Anthony Coletta is CFO of SAP North America. Views are the author's own.
Pipeline issues are frequently cited as a hurdle to fostering diversity and inclusion (D&I) in finance organizations. The term refers to the availability of people trained to do the work you need.
A quick search online, however, surfaces volumes of research showing why this is a flawed and incomplete explanation for D&I shortcomings. Given recent data from The Wall Street Journal about the value D&I brings to organizations, it's incumbent upon us as CFOs to leverage our role as strategic leaders in the boardroom to try solving it. In its research, the Journal found five- and 10-year returns of the top 20 D&I performers outpaced companies lagging in this department.
It’s inspiring to see this study clearly outlining a reality I’ve seen as a global finance executive working in different regions of the world throughout my career: D&I is a driver of transformation for businesses striving for sustained success.
This is certainly true in finance. Our team is a great example. Ever since SAP began measuring its performance against the Economic Dividends Gender Equality (EDGE) workplace gender equality initiative launched at the World Economic Forum a few years ago, my North American field finance team has had tremendous success with customer engagement thanks to our push for a team that reflects the diversity of our customers. More than half of our team are women with clear management trajectories. This isn’t just window dressing: the results for our business underpin how pushing ourselves past industry standards has produced a real impact for us.
Here are best practices I've collected over the years to help you, as a CFO, find similar success at whatever stage of your D&I journey you're on.

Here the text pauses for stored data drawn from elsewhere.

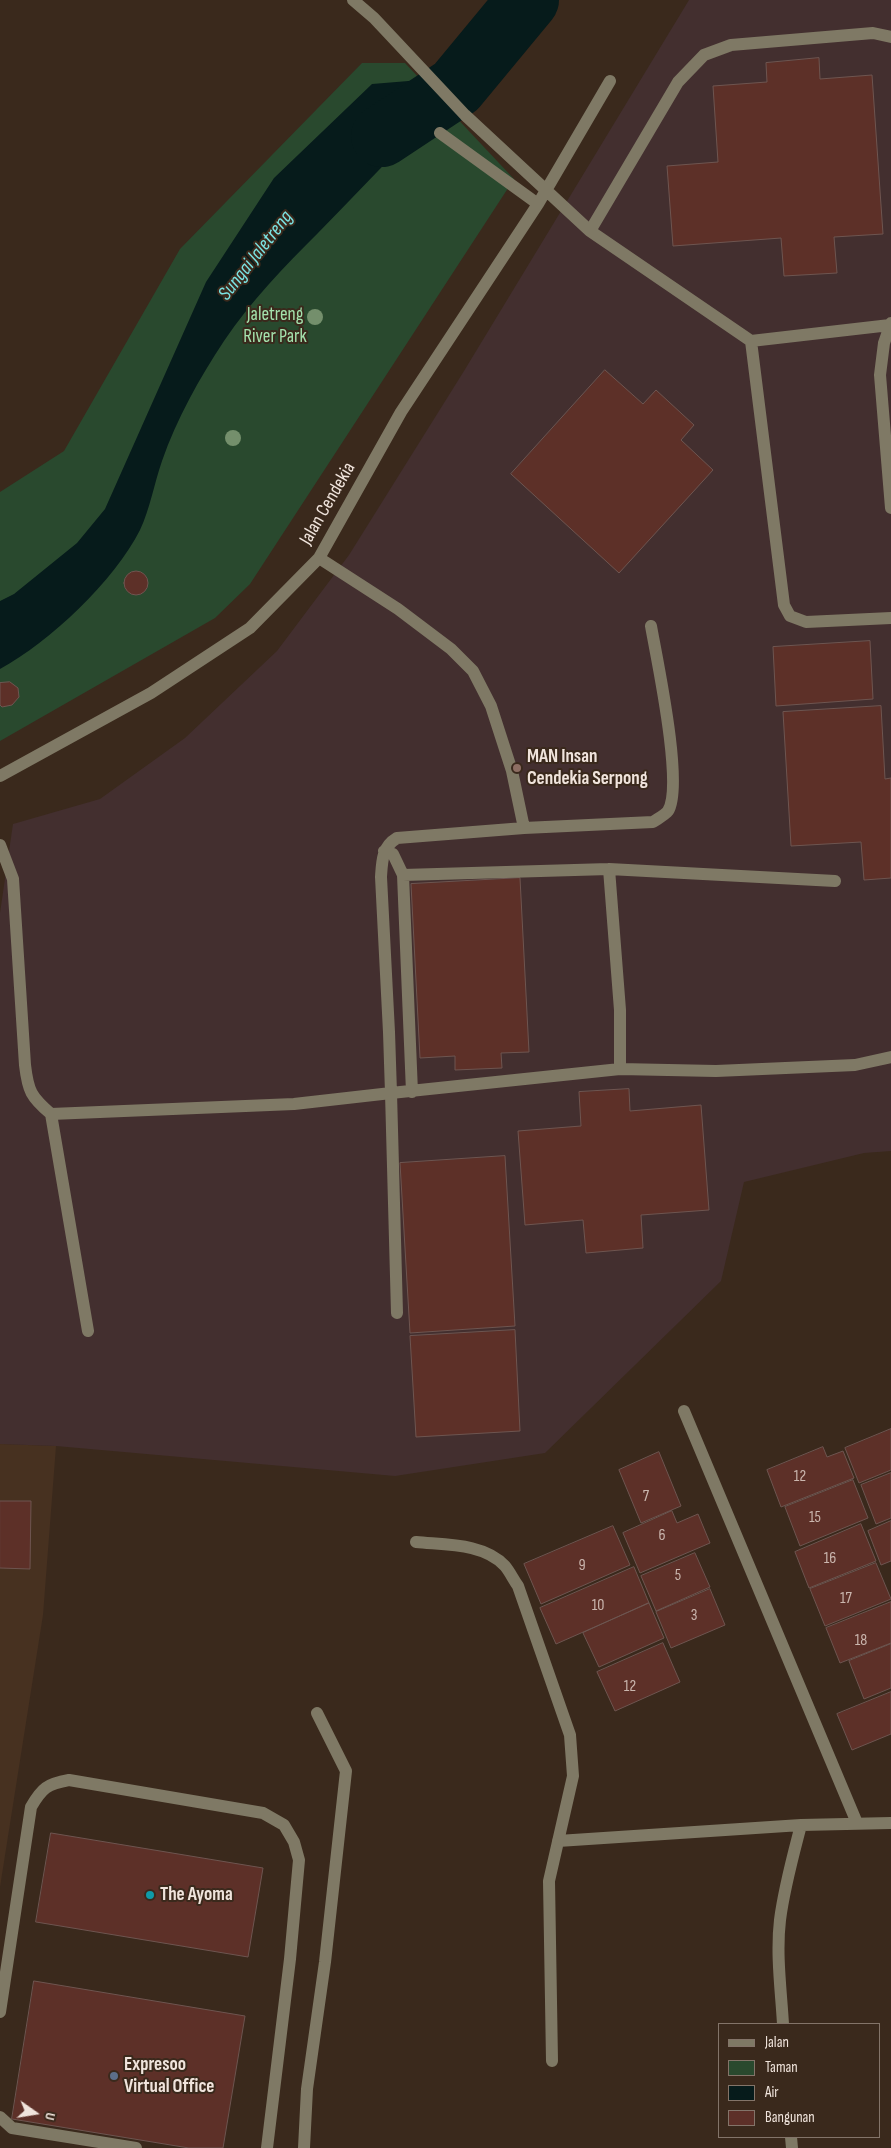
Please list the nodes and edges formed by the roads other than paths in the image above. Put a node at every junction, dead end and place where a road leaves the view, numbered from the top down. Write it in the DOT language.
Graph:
graph roads {
  1 [pos="353,0"];
  2 [pos="891,37"];
  3 [pos="610,81"];
  4 [pos="440,133"];
  5 [pos="546,191"];
  6 [pos="538,204"];
  7 [pos="590,231"];
  8 [pos="890,324"];
  9 [pos="751,341"];
  10 [pos="891,508"];
  11 [pos="319,558"];
  12 [pos="891,618"];
  13 [pos="651,626"];
  14 [pos="0,776"];
  15 [pos="524,828"];
  16 [pos="0,844"];
  17 [pos="384,852"];
  18 [pos="610,869"];
  19 [pos="402,875"];
  20 [pos="835,881"];
  21 [pos="891,1057"];
  22 [pos="620,1069"];
  23 [pos="412,1092"];
  24 [pos="391,1093"];
  25 [pos="51,1114"];
  26 [pos="397,1313"];
  27 [pos="88,1331"];
  28 [pos="684,1411"];
  29 [pos="416,1542"];
  30 [pos="317,1713"];
  31 [pos="857,1823"];
  32 [pos="891,1823"];
  33 [pos="801,1825"];
  34 [pos="558,1841"];
  35 [pos="0,2012"];
  36 [pos="783,2023"];
  37 [pos="552,2061"];
  38 [pos="0,2117"];
  39 [pos="136,2148"];
  40 [pos="267,2148"];
  41 [pos="304,2148"];
  1 -- 5 [label="street"];
  2 -- 7 [label="street"];
  3 -- 5 [label="street, Jalan Cendekia"];
  4 -- 6 [label="street"];
  5 -- 6 [label="street, Jalan Cendekia"];
  5 -- 7 [label="street"];
  6 -- 11 [label="street, Jalan Cendekia"];
  7 -- 9 [label="street"];
  8 -- 9 [label="street"];
  8 -- 10 [label="street"];
  9 -- 12 [label="street"];
  11 -- 14 [label="street, Jalan Cendekia"];
  11 -- 15 [label="street"];
  13 -- 15 [label="street"];
  15 -- 17 [label="street"];
  16 -- 25 [label="street"];
  17 -- 19 [label="street"];
  17 -- 24 [label="street"];
  18 -- 19 [label="street"];
  18 -- 20 [label="street"];
  18 -- 22 [label="street"];
  19 -- 23 [label="street"];
  21 -- 22 [label="street"];
  22 -- 23 [label="street"];
  23 -- 24 [label="street"];
  24 -- 25 [label="street"];
  24 -- 26 [label="street"];
  25 -- 27 [label="street"];
  28 -- 31 [label="street"];
  29 -- 34 [label="street"];
  30 -- 41 [label="street"];
  31 -- 32 [label="street"];
  31 -- 33 [label="street"];
  33 -- 34 [label="street"];
  33 -- 36 [label="street"];
  34 -- 37 [label="street"];
  35 -- 40 [label="street"];
  38 -- 39 [label="street"];
}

Venture outside your traditional talent pool
For SAP, diversity means a multidimensional, intersectional workforce reflecting our diverse, dynamic customer base across more than 180 countries. To help us move closer to achieving this goal, we've tackled the pipeline problem myth head-on by rethinking our approach to recruitment and, in many ways, creating new talent pools. The key is to conduct talent outreach beyond historical recruiting channels.
Our Autism at Work program is an example. To compete in the innovation economy, companies need employees who think differently and are able to find unique solutions to challenges. Launched in 2013, the program helps individuals on the autism spectrum flourish in IT roles at our company, empowering them to succeed and fuel innovation. For example, a Buenos Aires-based member of our finance team who came on board through the program developed an entire procurement solution that we are now embedding in our intelligent suite. This is digital finance innovation at its best, and it stemmed directly from a commitment to D&I.

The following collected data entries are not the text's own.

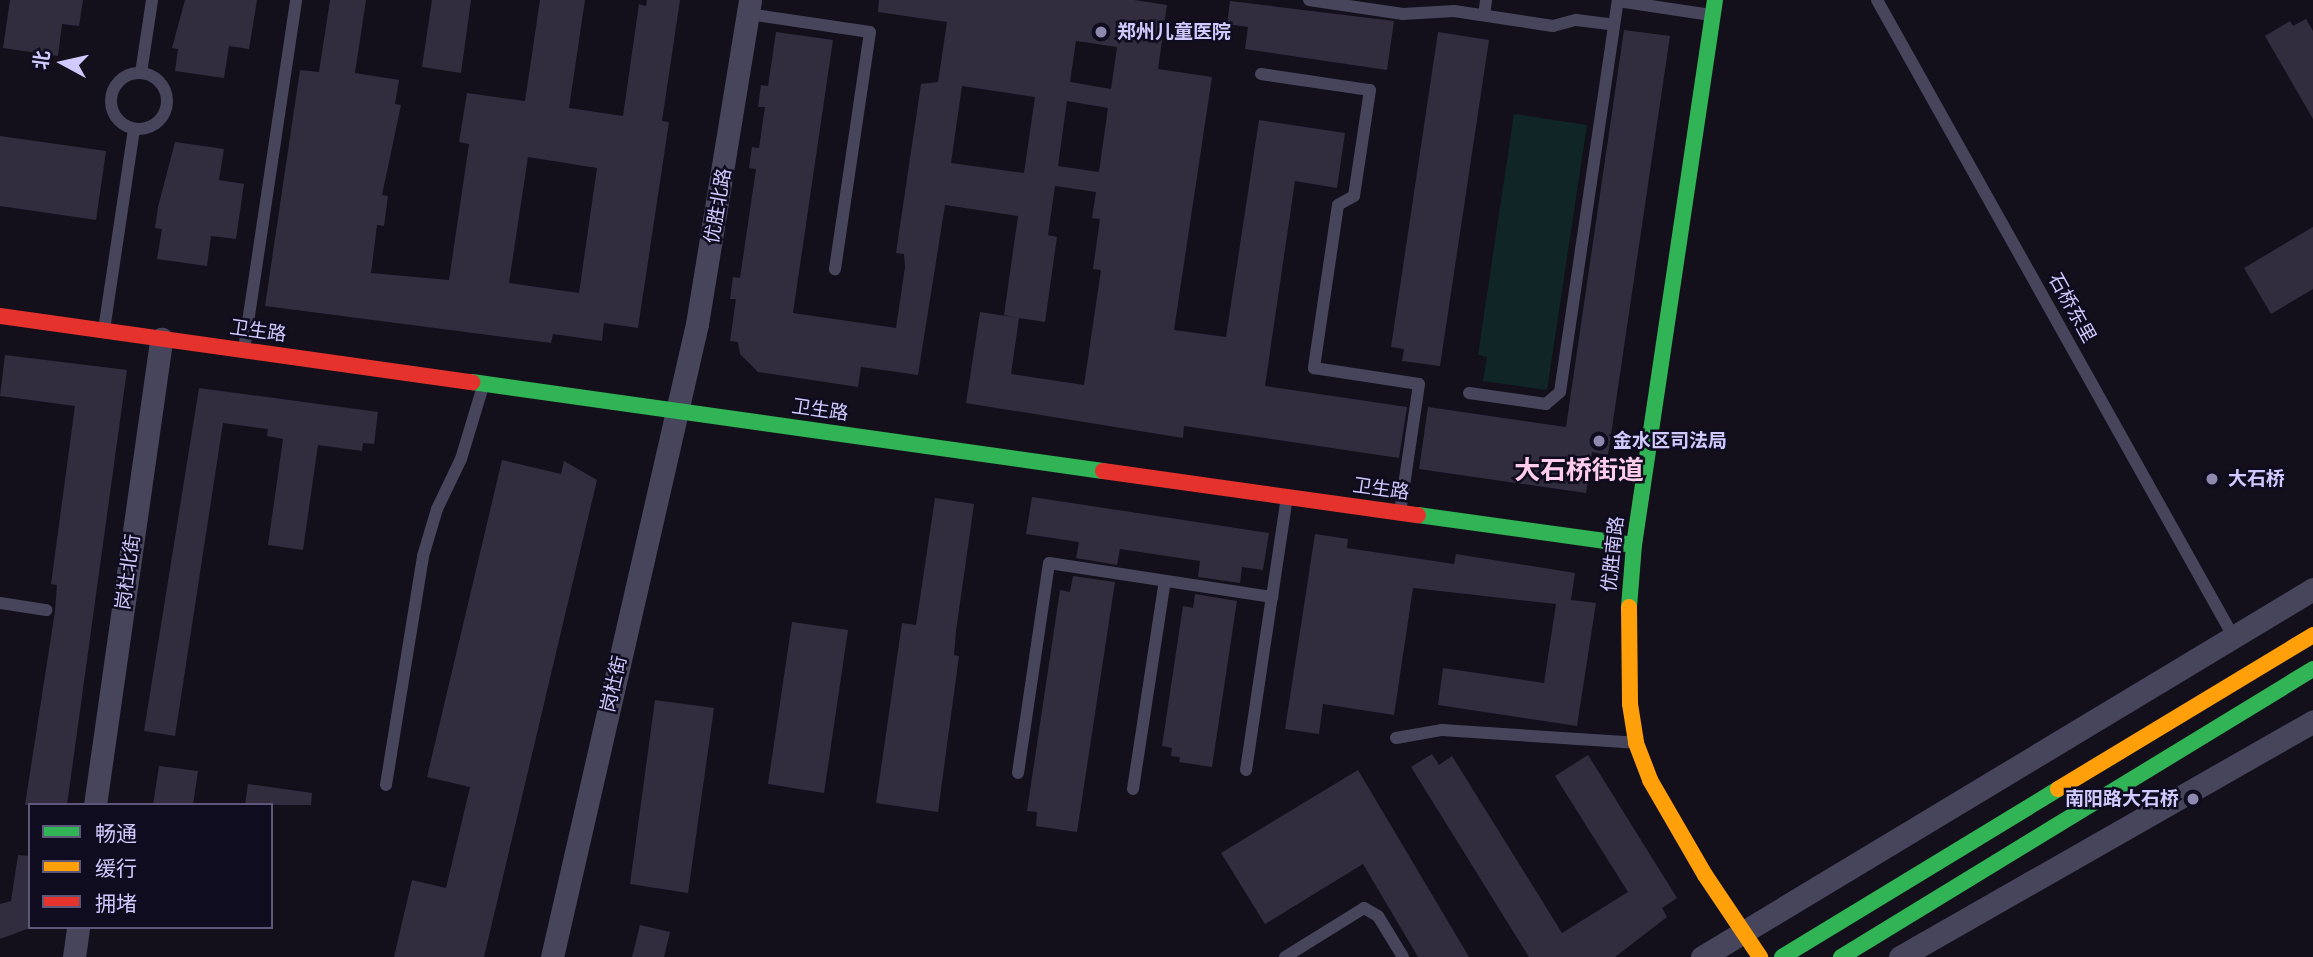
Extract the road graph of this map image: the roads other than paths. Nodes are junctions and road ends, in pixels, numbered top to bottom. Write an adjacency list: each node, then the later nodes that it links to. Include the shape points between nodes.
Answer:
1 (152, 0): 12 (lane)
2 (296, 0): 19 (lane)
3 (1309, 0): 7 (lane)
4 (1486, 0): 10 (lane)
5 (1618, 0): 9 (lane); 11 (lane)
6 (1877, 0): 32 (lane, 石桥东里)
7 (1366, 4): 10 (lane, via 1403,14 1454,11)
8 (749, 7): 15 (lane, via 870,32); 22 (street, 优胜北路, via 702,297)
9 (1714, 7): 25 (street, 优胜南路)
10 (1484, 15): 11 (lane, via 1553,26 1576,20)
11 (1614, 25): 21 (lane, via 1560,392 1546,404)
12 (141, 73): 14 (lane, via 121,79 110,95 118,121); 14 (lane, via 160,82 167,102 153,126)
13 (1261, 74): 24 (lane, via 1370,90 1354,196 1338,205 1314,368 1419,384)
14 (134, 130): 17 (lane)
15 (835, 269)
16 (0, 316): 17 (street, 卫生路)
17 (104, 331): 18 (street, 卫生路)
18 (161, 339): 19 (street, 卫生路); 43 (street, 岗杜北街)
19 (244, 350): 20 (street, 卫生路)
20 (483, 384): 22 (street, 卫生路); 41 (lane, via 461,458 437,509 423,556)
21 (1469, 393)
22 (677, 411): 23 (street, 卫生路); 47 (street, 岗杜街)
23 (1287, 497): 24 (street, 卫生路); 28 (lane)
24 (1400, 513): 25 (street, 卫生路)
25 (1634, 545): 38 (street, 优胜南路, via 1629,648)
26 (1165, 581): 28 (lane); 40 (lane, via 1049,563); 42 (lane)
27 (2313, 589): 32 (street)
28 (1272, 597): 39 (lane)
29 (0, 603): 30 (lane)
30 (46, 610)
31 (2313, 635): 52 (street, bridge)
32 (2233, 636): 45 (street)
33 (2313, 669): 35 (street, bridge)
34 (2313, 682): 35 (street, bridge)
35 (2259, 702): 53 (street, bridge)
36 (2313, 721): 54 (street)
37 (1395, 738): 38 (lane, via 1442,730)
38 (1636, 743): 45 (street, 优胜南路, via 1650,780)
39 (1246, 770)
40 (1018, 773)
41 (386, 785)
42 (1133, 789)
43 (95, 803)
44 (78, 929): 46 (street)
45 (1743, 932): 50 (street); 51 (street, 优胜南路)
46 (74, 957)
47 (552, 957)
48 (1285, 957): 49 (lane, via 1364,908 1378,916)
49 (1403, 957)
50 (1702, 957)
51 (1760, 957)
52 (1782, 957)
53 (1841, 957)
54 (1900, 957)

We offer resources for companies interested in starting similar initiatives, but you don't have to launch a full-fledged program. Relatively small steps, such as reexamining the group of colleges you traditionally recruit from, or getting involved earlier with high school programs, can go a long way toward solving the pipeline issues people talk about so much.
Having worked in many countries across the world, I can tell you there are emerging markets replete with capable management and finance leaders ready for organizations to recruit them. You just need to be out there, building bridges and offer compelling roles in a flexible environment where young talent can benefit from mentoring or development opportunities.
Make technology an ally
As with so much of what we do today in finance, technology can help you. Well-intended education initiatives simply aren't enough. At SAP, we're increasingly using machine learning and artificial intelligence embedded in human experience management software to alert us if job descriptions or management behaviors exhibit inherent bias.
Cultivate is an AI software created in our SAP.iO startup accelerator that alerts managers when they're giving disproportionate time and attention to some employees over others. Why is this important from a D&I perspective? Long-term outcomes such as when employees are promoted or receive top assignments are affected by day-to-day manager decisions, which are often affected by favoritism, an unconscious bias. The takeaway for you is to get creative with your technology tools to identify opportunities to cultivate D&I, and make this a consideration when it comes to partnering with your CIO or evaluating technology partners.
Show up early and often
SAP recently partnered with The Associated Press to produce a study examining the impact D&I has had on employees across industries and areas of the U.S. One striking finding was that while a majority of those surveyed believed that things are improving for underrepresented communities thanks to greater support and investment in D&I, significantly fewer respondents thought this has had an impact in their own workplaces. For me, there's at least one explanation for this insight: Morale and optimism in your workforce — both factors that can make or break your organization — start at the top. If your company's leadership isn't participating in these initiatives, people see that, and progress will stop in its tracks.
We see this all the time. Executives sponsor company and team D&I initiatives, but when it comes time to attend workshops or invest time to support the effort, they don't follow through. As a CFO, you can lead by example to change this pattern.
As we're pushed to go beyond traditional financial and governance responsibilities to take a hand in corporate strategy, finance circles frequently discuss our changing role as CFOs. This includes your company's D&I practices. For me, that has meant becoming a member of SAP's North America Diversity & Inclusion Council and Early Talent Advisory Board, taking an active role in recruitment and working with HR to write guidelines and explore ways to uncover fresh talent.
Ultimately, diversity is a fact of modern business. Inclusion is a choice we must make. As a CFO, ask yourself how you can start making an impact on your team and your greater organization's D&I focus. There are plenty of meaningful steps you can be taking today.